Luckily, I have been reading Focus by Mike Schmoker.  This book plainly states, with all of the research to back it up, what I have known all along.  The "inch-deep mile-wide" approach works to hurt our students, creating an artificial need for what Schmoker calls "expensive, time-gobbling remediation mechanisms."  I certainly have seen this in action.  As students' scores "decline" due to the unachievable goals of NCLB, more and more remediation is thrown at them.  Sickening.  As Schmoker puts it, "Educators continue to be diverted toward new methods and programs, even as the most important aspects of curriculum, teaching, and literacy are ignored almost entirely."  So what is the result?  Students continue to fall behind.

I have definitely felt this effect in my own classroom over the past few years.  As my schedule is encroached upon by interventions and remediation, I have less and less time for authentic literacy experiences.  Maybe THIS is why language arts scores are not going up?  Maybe.

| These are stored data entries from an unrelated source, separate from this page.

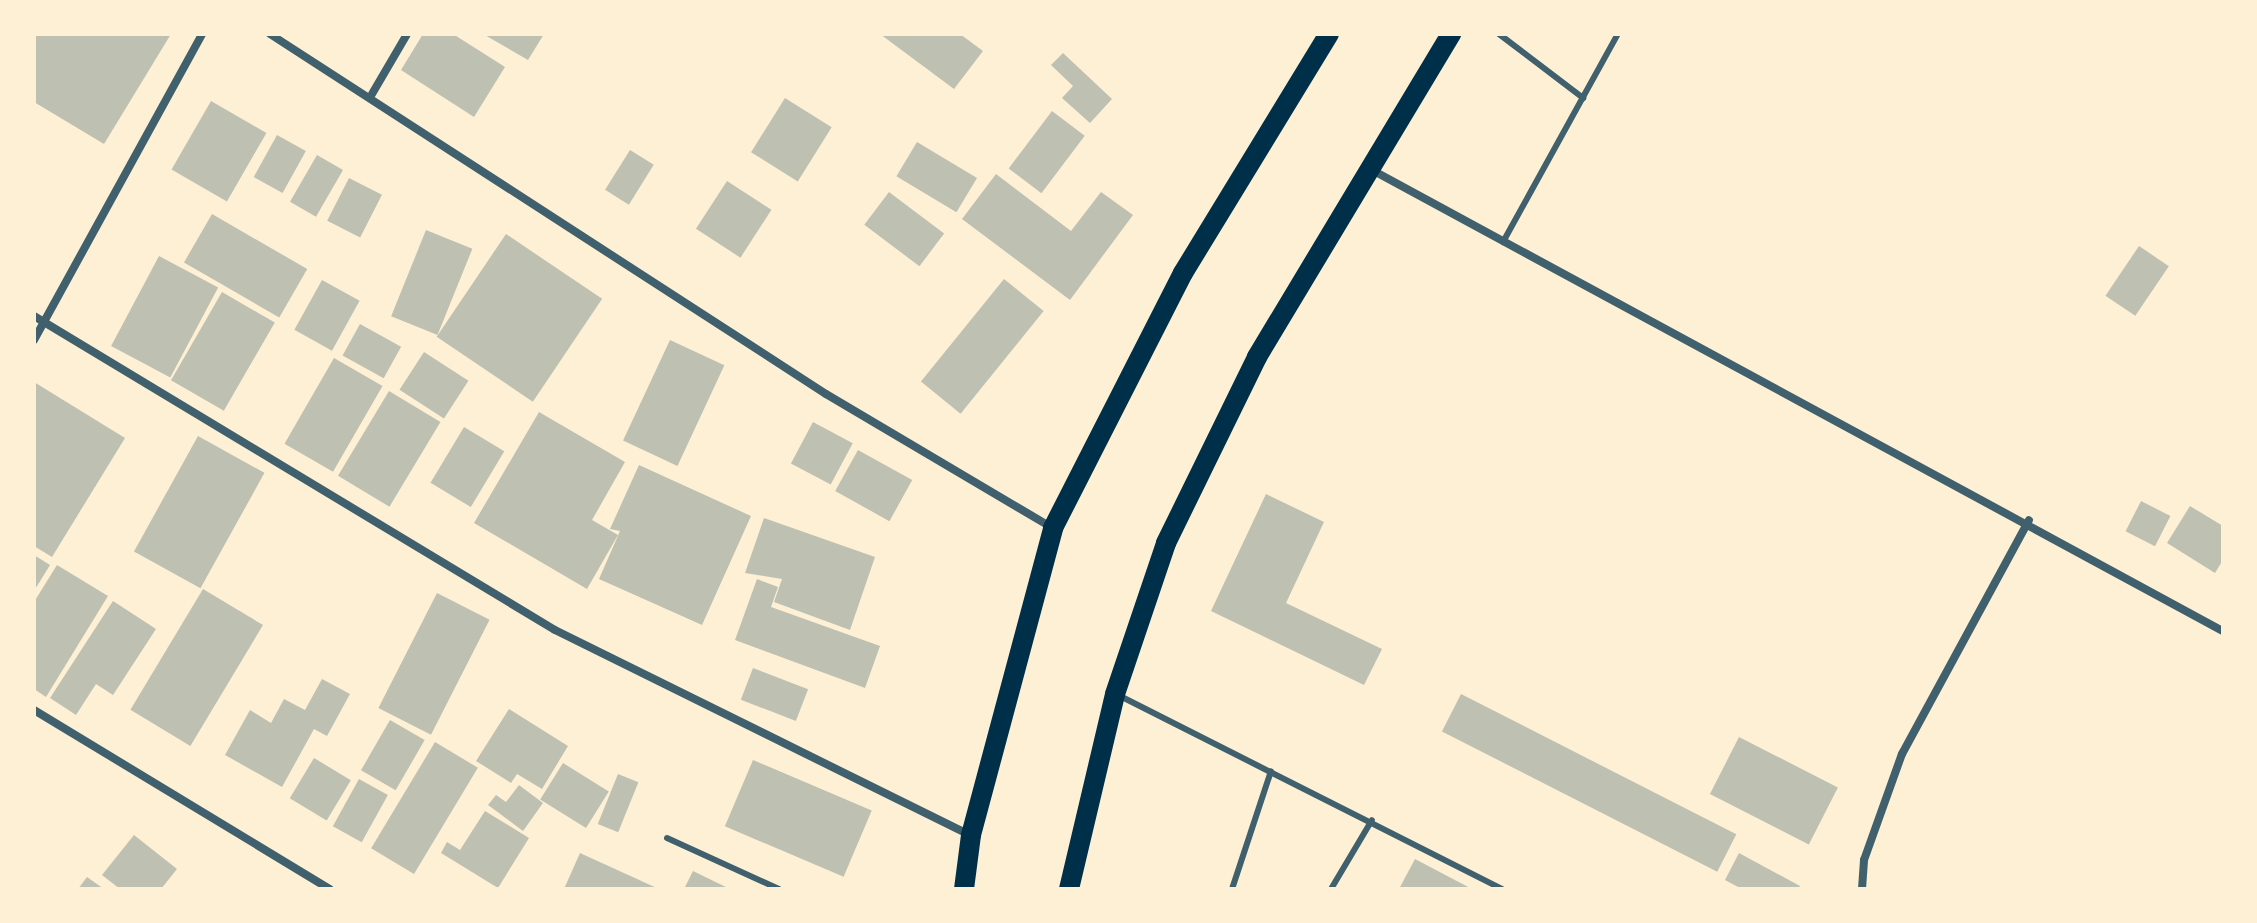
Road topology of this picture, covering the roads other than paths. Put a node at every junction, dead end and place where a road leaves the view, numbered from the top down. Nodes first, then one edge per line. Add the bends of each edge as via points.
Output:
1 (202, 34) edge
2 (270, 34) edge
3 (407, 34) edge
4 (1329, 34) edge
5 (1451, 34) edge
6 (1499, 34) edge
7 (1618, 34) edge
8 (372, 94) junction
9 (1583, 98) junction
10 (1368, 167) junction
11 (1503, 242) junction
12 (34, 316) edge
13 (46, 323) junction
14 (34, 340) edge
15 (2029, 520) junction
16 (1053, 528) junction
17 (2223, 631) edge
18 (1115, 694) junction
19 (34, 710) edge
20 (1271, 771) junction
21 (1372, 820) junction
22 (971, 835) junction
23 (667, 838) dead end
24 (330, 889) edge
25 (779, 889) edge
26 (964, 889) edge
27 (1069, 889) edge
28 (1232, 889) edge
29 (1331, 889) edge
30 (1502, 889) edge
31 (1862, 889) edge

1 - 13 street
2 - 8 street
3 - 8 street
4 - 16 main road via 1183,273
5 - 10 main road
6 - 9 lane
7 - 9 lane
8 - 16 street via 826,394
9 - 11 lane
10 - 11 street
10 - 18 main road via 1257,357 1173,528
11 - 15 street
12 - 13 street
13 - 14 street
13 - 22 street via 555,630
15 - 17 street
15 - 31 street via 1902,754 1864,860
16 - 22 main road
18 - 20 lane
18 - 27 main road
19 - 24 street
20 - 21 lane
20 - 28 lane
21 - 29 lane
21 - 30 lane
22 - 26 main road
23 - 25 lane

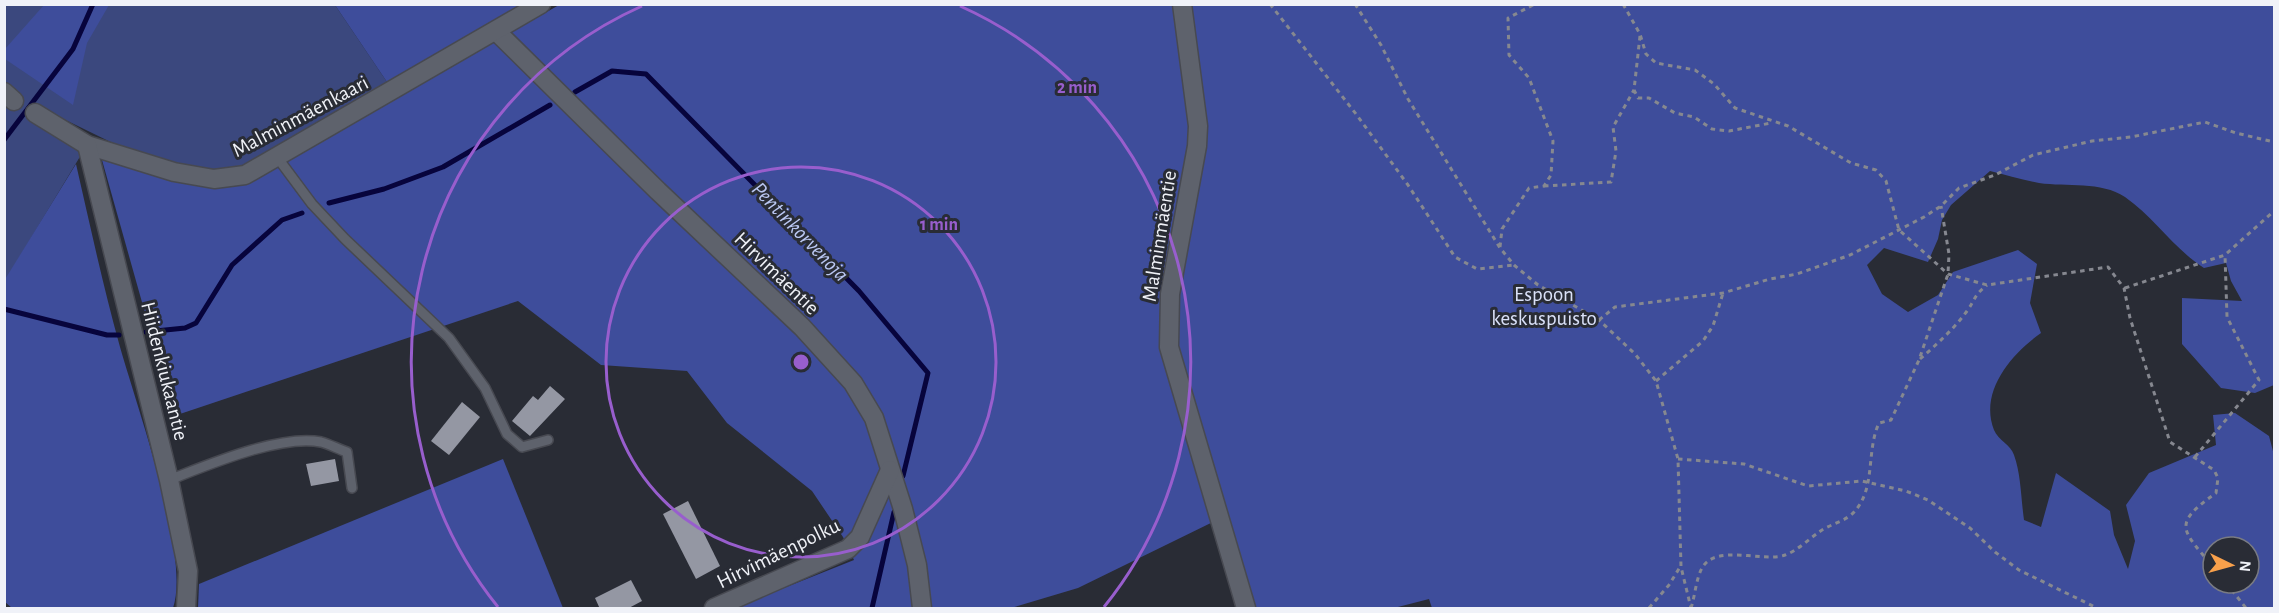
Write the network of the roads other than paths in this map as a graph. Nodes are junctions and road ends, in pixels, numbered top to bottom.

So far I have learned a few other key points from Focus:

1.  New initiatives and programs cannot succeed in the absence of decent curriculum, lessons, and authentic literacy activities.
2.  Less is more.  Content standards should be reduced by about 50%, and even more in language arts.  (Singapore, Japan, and China teach to about a third as many math and science standards - about 15 per grade level compared to our 50.)
3. Guided practice and constant checking for understanding are essential and often overlooked.  (Research tidbit: Effective formative assessment and checking for understanding add six to nine months of additional learning growth per year.)
4. NOT MORE THAN 20% OF COMMON ASSESSMENTS SHOULD BE MULTIPLE CHOICE!!!  HELLO?  IS THIS THING ON?????  20%!!!!!!!!!!!!!!!!!
5.  No more than five minutes of 'teacher talk' before giving opportunities to process information.  This is in contrast to the ten minutes I learned.

I am halfway through this book and have not only learned a great deal, but feel so validated.  I am looking forward to reading the rest!